Problem – The answer must be every line from the entries below that includes "ЕЛИЗАРОВА".

———

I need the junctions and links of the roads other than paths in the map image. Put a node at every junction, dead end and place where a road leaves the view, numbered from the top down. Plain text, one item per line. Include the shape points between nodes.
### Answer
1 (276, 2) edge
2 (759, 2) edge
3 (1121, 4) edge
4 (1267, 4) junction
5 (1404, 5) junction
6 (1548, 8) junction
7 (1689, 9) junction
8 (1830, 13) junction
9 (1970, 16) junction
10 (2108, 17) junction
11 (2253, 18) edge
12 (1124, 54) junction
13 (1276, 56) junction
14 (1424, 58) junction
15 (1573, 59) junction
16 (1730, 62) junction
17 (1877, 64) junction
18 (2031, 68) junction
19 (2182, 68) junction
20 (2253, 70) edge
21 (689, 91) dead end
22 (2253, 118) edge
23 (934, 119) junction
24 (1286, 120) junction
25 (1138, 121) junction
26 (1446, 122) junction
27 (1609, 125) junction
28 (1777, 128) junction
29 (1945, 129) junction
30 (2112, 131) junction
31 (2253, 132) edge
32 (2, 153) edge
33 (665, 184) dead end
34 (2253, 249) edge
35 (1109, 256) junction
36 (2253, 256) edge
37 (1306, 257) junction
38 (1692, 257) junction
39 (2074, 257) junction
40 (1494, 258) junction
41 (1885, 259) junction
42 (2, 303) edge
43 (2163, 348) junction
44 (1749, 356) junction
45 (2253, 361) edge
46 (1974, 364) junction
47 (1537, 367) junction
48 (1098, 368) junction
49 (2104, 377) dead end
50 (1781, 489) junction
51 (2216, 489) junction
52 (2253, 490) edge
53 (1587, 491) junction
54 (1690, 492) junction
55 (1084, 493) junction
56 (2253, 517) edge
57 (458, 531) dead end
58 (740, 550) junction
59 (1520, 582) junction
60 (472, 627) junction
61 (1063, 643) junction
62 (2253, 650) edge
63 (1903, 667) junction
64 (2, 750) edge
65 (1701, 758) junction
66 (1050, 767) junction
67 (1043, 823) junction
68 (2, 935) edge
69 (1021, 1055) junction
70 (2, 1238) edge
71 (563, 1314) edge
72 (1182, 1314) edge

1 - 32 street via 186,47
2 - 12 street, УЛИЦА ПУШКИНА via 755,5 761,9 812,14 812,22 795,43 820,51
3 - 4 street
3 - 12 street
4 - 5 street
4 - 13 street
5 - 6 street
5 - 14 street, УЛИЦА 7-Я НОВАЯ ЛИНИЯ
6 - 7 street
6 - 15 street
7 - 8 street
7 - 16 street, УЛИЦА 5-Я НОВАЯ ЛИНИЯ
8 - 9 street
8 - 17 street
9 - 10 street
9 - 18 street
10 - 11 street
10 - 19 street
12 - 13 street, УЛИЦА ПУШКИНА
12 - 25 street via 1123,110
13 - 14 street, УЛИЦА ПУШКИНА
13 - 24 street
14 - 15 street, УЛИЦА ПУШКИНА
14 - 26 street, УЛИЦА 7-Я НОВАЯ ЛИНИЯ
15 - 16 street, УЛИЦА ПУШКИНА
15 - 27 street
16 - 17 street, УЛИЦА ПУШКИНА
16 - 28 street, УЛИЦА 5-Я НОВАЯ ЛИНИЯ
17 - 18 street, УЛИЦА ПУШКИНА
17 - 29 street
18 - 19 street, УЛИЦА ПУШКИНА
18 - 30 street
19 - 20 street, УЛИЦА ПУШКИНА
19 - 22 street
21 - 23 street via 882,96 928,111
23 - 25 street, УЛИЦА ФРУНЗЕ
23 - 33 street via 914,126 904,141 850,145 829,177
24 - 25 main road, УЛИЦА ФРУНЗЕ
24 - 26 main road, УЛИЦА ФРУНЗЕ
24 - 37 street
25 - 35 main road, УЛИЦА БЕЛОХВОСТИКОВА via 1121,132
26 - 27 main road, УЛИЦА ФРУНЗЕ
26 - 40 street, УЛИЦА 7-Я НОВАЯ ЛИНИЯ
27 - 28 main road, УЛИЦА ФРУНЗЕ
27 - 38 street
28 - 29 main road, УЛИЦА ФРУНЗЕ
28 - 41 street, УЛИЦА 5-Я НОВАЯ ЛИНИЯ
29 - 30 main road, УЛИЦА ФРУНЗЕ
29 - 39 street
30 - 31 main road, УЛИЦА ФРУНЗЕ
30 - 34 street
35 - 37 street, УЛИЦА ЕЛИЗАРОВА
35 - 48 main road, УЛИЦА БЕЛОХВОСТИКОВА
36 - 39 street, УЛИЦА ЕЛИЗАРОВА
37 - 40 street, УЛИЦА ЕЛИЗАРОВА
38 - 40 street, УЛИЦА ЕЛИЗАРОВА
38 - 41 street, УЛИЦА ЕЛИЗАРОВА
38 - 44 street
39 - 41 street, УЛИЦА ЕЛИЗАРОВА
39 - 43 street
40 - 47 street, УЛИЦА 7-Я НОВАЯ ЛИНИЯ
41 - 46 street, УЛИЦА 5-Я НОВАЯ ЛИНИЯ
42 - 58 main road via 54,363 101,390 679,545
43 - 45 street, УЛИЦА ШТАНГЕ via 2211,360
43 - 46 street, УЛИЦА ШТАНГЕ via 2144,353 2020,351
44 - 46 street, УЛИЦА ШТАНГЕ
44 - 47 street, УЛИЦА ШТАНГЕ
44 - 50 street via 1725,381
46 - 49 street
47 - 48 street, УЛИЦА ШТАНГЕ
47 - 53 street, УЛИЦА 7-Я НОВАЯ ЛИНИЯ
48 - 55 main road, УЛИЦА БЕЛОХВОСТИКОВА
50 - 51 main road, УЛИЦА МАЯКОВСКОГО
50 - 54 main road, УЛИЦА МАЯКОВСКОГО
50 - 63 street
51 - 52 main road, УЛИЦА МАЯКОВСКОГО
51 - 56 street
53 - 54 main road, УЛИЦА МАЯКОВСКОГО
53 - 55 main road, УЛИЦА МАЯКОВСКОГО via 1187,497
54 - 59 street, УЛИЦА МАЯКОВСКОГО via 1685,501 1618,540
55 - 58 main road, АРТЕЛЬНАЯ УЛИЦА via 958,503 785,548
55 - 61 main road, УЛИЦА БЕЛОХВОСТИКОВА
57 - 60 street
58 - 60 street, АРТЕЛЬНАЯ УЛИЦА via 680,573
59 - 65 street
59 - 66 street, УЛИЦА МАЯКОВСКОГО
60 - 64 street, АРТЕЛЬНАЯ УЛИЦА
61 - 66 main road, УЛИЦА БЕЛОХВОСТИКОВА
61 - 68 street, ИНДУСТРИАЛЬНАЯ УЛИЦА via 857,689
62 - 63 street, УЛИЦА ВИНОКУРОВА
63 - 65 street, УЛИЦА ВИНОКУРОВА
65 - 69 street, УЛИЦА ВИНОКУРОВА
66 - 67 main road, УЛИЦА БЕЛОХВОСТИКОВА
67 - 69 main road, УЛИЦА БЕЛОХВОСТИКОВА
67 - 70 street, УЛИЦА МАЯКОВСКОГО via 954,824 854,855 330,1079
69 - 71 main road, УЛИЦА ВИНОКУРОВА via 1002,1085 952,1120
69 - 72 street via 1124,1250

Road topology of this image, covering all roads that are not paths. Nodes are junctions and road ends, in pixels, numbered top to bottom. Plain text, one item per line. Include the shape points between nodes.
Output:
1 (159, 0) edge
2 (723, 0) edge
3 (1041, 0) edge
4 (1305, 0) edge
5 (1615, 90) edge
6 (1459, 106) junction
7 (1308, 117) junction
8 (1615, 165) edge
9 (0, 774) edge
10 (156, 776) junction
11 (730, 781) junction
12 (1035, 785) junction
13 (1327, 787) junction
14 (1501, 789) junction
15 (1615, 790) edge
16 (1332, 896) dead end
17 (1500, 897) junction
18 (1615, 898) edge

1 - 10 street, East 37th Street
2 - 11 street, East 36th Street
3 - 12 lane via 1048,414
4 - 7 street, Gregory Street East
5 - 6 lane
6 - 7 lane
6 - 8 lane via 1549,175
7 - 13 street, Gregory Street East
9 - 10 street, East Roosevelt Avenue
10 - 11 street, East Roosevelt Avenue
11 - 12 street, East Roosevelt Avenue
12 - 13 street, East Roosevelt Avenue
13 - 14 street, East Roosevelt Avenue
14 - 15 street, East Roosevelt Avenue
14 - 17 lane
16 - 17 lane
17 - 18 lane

———

Solved problem –
35 - 37 street, УЛИЦА ЕЛИЗАРОВА
36 - 39 street, УЛИЦА ЕЛИЗАРОВА
37 - 40 street, УЛИЦА ЕЛИЗАРОВА
38 - 40 street, УЛИЦА ЕЛИЗАРОВА
38 - 41 street, УЛИЦА ЕЛИЗАРОВА
39 - 41 street, УЛИЦА ЕЛИЗАРОВА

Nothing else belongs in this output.